There’s no question in my mind that art of the non-motivated kind is vastly superior to the motivated kind. How to identify the different kinds of art that one sees, and deciding where to place them on this sliding scale, is an unending process of evaluation and response. The categories are not mutually exclusive, either. Pure aestheticism (pretty pictures of flowers to put in the bathroom) can be as banal as pure agitprop (down with patriarchal society!). Confronted with the former, I want to say to the artist: “Haven’t you at least tried to read Walter Benjamin? Have you ever looked at something by Andy Warhol?” Confronted with the latter, I often say: “You know, the idea of including beauty in art is not per se a capitulation to conventional power structures.”
I hesitate to use terribly old-fashioned terms like form and content, but it’s difficult to avoid this, or any of the terms listed above, when thinking about the art created by someone like Fiona Banner. I return to this again because of the positive things in her work, or perhaps my suspicion that there are positive things that I am missing. I admire her sincerity of purpose and the consistency with which she expresses it. I admire the fact that her pushing together of text, object, and performance creates a kind of art, or perhaps a series of moments full of the implied possibility of making a work of art, that blur some of those boundaries. That can often be a sign that an artist really is conducting a worthwhile experiment, trying to find a new language to say something. I think that Banner falls between two stools, however. On the one hand, she wants to make a political statement: I will take an actual fighter jet, write some text on its tail fin, suspend it in a gallery, and hope that the audience questions its own role in propping up death from the skies via its political choices. 


This is a political analysis I happen to agree with. So why do I feel that this is a banal piece of work, both as agitprop and as ‘non-motivated’ art? Perhaps because she herself seems to want to cordon off the meaning of the work from the taint of the mysterious, the imaginative. In other words, she is determining the meaning very clearly, and the meaning is about as complex as a slogan on a banner: you read it, you either agree or disagree, and you move on. Case closed. Next object.

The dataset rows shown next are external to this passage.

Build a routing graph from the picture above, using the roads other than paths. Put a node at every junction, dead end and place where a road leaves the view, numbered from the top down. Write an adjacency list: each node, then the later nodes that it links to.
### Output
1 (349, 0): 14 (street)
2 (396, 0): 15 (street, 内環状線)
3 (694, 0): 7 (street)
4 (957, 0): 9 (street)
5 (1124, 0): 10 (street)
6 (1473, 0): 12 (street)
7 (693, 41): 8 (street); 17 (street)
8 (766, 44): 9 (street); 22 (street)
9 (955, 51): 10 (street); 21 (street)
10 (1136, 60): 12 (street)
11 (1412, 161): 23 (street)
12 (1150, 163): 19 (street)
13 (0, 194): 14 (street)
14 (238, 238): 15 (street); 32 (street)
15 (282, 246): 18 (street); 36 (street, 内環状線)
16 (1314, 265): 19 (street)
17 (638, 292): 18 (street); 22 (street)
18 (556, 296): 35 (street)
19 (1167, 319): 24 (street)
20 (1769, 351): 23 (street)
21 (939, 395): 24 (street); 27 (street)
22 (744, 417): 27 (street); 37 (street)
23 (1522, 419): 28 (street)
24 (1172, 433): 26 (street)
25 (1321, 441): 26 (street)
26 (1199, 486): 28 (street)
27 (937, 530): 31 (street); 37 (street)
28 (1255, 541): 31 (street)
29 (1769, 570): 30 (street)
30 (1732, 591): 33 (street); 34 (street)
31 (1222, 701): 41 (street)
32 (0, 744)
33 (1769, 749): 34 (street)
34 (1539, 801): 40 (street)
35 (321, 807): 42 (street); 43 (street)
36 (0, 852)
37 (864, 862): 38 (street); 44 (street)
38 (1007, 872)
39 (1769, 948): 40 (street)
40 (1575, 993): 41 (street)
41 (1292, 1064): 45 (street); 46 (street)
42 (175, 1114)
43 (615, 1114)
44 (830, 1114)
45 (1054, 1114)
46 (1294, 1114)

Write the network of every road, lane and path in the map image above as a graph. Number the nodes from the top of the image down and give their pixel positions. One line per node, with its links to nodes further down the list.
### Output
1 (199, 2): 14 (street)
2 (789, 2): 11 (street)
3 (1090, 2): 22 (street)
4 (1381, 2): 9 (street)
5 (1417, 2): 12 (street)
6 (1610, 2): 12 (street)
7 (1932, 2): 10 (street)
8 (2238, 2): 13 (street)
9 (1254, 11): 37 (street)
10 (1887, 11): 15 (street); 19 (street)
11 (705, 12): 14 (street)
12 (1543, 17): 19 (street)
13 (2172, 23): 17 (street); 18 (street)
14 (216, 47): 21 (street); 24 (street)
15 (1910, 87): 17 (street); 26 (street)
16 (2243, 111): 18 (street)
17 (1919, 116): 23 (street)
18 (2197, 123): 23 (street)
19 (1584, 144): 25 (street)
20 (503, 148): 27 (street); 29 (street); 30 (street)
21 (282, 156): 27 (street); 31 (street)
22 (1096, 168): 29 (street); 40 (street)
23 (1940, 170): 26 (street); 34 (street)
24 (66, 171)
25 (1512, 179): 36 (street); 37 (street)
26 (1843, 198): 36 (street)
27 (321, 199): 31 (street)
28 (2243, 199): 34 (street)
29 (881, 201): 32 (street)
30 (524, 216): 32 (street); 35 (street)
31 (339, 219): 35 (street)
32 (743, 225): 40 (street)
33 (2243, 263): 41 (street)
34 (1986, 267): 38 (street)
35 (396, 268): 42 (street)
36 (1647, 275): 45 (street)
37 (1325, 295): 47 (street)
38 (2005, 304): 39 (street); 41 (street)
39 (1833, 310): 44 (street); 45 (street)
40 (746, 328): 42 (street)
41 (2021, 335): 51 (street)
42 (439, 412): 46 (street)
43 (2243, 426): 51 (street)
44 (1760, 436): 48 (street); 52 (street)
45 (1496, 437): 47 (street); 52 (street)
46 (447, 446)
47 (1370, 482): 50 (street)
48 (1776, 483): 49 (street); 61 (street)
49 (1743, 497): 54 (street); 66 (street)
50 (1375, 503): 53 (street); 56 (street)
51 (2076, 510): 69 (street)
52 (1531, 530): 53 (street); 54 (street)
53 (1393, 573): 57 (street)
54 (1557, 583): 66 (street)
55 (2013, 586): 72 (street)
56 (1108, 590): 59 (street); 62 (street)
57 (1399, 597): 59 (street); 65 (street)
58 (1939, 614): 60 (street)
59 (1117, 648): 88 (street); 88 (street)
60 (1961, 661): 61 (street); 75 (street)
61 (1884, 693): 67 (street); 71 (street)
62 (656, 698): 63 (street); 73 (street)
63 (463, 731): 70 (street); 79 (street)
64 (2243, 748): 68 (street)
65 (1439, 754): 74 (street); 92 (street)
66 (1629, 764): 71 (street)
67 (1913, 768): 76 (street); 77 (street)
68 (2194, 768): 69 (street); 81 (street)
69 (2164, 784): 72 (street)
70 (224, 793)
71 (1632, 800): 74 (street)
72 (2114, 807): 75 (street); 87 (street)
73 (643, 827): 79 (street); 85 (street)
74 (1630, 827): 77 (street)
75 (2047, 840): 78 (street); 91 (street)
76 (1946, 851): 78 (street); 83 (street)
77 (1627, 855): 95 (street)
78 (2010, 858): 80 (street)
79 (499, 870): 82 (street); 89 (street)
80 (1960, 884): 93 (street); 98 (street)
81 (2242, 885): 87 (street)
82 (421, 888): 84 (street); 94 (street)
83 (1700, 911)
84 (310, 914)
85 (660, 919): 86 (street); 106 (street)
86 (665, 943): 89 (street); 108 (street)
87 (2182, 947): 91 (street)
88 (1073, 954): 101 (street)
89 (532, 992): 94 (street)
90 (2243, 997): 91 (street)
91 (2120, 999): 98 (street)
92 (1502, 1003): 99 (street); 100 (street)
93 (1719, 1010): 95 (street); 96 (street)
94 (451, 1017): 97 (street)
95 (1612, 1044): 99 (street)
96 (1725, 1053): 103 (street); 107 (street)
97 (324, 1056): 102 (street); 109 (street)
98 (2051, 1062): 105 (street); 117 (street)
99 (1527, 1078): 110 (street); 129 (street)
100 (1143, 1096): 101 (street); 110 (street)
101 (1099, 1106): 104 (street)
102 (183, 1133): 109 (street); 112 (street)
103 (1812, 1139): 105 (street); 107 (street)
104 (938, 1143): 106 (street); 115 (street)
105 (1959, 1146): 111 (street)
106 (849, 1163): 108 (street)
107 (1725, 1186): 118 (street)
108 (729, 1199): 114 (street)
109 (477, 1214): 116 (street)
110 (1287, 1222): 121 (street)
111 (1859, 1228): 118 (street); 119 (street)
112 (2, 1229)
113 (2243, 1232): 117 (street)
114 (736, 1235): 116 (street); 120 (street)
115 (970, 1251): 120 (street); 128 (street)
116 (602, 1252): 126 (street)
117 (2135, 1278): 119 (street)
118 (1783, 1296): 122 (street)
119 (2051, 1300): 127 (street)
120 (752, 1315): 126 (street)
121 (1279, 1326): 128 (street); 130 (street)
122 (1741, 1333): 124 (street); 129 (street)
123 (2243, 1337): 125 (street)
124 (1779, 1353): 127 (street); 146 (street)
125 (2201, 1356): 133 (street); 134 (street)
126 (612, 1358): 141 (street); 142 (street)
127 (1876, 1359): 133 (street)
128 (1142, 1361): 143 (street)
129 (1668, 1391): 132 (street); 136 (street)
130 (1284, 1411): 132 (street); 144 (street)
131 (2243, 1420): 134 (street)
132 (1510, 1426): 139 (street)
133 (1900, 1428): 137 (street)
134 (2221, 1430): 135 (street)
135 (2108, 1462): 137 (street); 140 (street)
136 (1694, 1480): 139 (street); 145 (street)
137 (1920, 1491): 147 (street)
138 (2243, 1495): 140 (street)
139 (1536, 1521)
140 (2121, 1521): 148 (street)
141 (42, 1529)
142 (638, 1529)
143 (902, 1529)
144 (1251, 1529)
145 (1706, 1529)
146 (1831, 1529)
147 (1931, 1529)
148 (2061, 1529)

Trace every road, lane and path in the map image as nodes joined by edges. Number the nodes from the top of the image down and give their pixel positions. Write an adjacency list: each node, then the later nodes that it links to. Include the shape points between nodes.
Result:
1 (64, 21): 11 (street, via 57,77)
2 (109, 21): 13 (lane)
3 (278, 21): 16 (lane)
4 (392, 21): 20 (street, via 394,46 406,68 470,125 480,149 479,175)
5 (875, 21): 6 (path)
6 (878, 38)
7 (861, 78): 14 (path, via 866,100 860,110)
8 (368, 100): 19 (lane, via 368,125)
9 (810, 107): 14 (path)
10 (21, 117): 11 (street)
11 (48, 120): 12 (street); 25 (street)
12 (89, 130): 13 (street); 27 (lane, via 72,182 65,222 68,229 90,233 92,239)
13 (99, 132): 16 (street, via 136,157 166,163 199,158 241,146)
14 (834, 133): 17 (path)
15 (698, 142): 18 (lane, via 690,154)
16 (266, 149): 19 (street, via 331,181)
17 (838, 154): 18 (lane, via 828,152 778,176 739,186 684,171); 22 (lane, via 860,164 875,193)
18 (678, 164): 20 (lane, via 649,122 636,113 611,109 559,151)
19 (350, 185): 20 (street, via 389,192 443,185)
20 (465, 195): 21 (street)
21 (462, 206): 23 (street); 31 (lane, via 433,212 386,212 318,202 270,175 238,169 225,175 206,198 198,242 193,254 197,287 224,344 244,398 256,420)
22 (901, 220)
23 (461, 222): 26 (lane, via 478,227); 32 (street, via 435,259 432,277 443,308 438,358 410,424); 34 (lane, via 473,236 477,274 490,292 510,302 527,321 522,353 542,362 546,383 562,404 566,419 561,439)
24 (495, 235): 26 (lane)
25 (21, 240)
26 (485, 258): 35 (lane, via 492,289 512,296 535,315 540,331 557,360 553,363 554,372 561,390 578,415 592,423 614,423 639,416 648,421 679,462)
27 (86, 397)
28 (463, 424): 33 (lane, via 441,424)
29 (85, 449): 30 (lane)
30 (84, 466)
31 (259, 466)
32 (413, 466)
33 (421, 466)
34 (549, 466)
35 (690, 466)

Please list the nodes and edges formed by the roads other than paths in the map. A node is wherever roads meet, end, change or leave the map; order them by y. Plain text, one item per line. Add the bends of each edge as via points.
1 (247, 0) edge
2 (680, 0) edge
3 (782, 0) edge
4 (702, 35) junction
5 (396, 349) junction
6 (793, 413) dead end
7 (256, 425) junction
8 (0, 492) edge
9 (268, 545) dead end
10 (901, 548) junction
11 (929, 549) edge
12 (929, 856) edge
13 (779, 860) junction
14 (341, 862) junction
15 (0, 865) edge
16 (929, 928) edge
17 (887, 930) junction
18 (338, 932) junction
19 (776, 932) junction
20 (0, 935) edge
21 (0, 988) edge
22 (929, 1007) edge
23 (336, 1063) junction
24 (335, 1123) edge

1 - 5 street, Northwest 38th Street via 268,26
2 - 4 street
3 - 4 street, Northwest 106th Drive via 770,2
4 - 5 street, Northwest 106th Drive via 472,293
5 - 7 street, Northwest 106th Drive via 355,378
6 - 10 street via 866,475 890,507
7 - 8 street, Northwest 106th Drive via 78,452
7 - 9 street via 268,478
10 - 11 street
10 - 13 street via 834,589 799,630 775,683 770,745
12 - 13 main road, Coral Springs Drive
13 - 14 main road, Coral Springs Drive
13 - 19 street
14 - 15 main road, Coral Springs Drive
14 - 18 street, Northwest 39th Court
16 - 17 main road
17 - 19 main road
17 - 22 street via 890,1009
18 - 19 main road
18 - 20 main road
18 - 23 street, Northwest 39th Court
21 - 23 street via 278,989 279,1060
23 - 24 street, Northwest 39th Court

With the work that consists entirely of words, or word-blocks, it’s this idea of anti-narrative that is frustrating. This may indeed be an intended effect again, the reasoning probably going something like this: “We read long pieces of text assuming that it will have a form and structure to it, a narrative, the implication that this is a connected series of thoughts or moments that arrive somewhere. But I, the artist/writer, reject that idea, because it implies that I am imposing something on the material, and therefore imposing a structure on the reader. Far better to subject the reader to pure repetition, in order to draw attention to the inherently authoritarian nature of so-called narrative shaping. The reader will then be exposed to the idea of freeing him/herself from the shackles that bind him/her under capitalism.” I get all that. I’ve read all the texts that this aesthetic is derived from, and have taken part in arguments based on them going back decades to my university days. I agree to a large extent that our society is organized wrongly and should change; I no longer believe that art is the way to do that. As Lenin said, if we had to rely on artists instead of workers to rush to the barricades, then heaven help the Revolution.
And I truly do not believe that to write in any form of narrative, even with the most conventional fictional forms, is a way to avoid engaging with any of those urges to explore society as it is and society as we would wish it to be. On the contrary: to immerse oneself in understanding and trying out narrative art might be the best way to depict and bring about those changes. And that would be the very least of the discoveries that a visual artist, or a politically engaged artist, might make (think of the social implications of understanding character, dialogue, scene, story arc, and so on).
So my quest continues for an artist who uses writing not in a failed attempt at linguistic subversion, but in a sincere attempt at narrative.